### Your assignment
Images appear in the records below; leave them out and repeat everything else exactly.

### Entries supplied
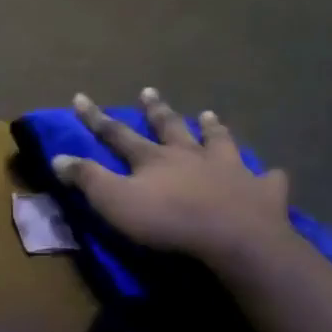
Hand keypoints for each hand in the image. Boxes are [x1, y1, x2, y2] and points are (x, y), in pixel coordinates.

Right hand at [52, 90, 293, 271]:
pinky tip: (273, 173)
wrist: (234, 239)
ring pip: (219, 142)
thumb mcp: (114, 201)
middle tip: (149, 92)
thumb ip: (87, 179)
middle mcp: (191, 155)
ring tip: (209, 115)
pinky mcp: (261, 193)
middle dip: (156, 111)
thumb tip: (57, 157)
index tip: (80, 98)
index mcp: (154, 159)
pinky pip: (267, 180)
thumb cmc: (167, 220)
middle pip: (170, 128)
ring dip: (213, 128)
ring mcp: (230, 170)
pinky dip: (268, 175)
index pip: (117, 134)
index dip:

### Result for this exercise
Hand keypoints for each hand in the image. Boxes are [x1, y1, x2, y2] and points are (x, y), in pixel coordinates.

Right hand at [52, 90, 293, 271]:
pinky tip: (273, 173)
wrist: (234, 239)
ring pip: (219, 142)
thumb mcp: (114, 201)
middle tip: (149, 92)
thumb ip: (87, 179)
middle mcp: (191, 155)
ring tip: (209, 115)
pinky mcp: (261, 193)
middle dip: (156, 111)
thumb tip: (57, 157)
index tip: (80, 98)
index mcp: (154, 159)
pinky pip: (267, 180)
thumb cmc: (167, 220)
middle pip: (170, 128)
ring dip: (213, 128)
ring mcp: (230, 170)
pinky dip: (268, 175)
index pip: (117, 134)
index dip:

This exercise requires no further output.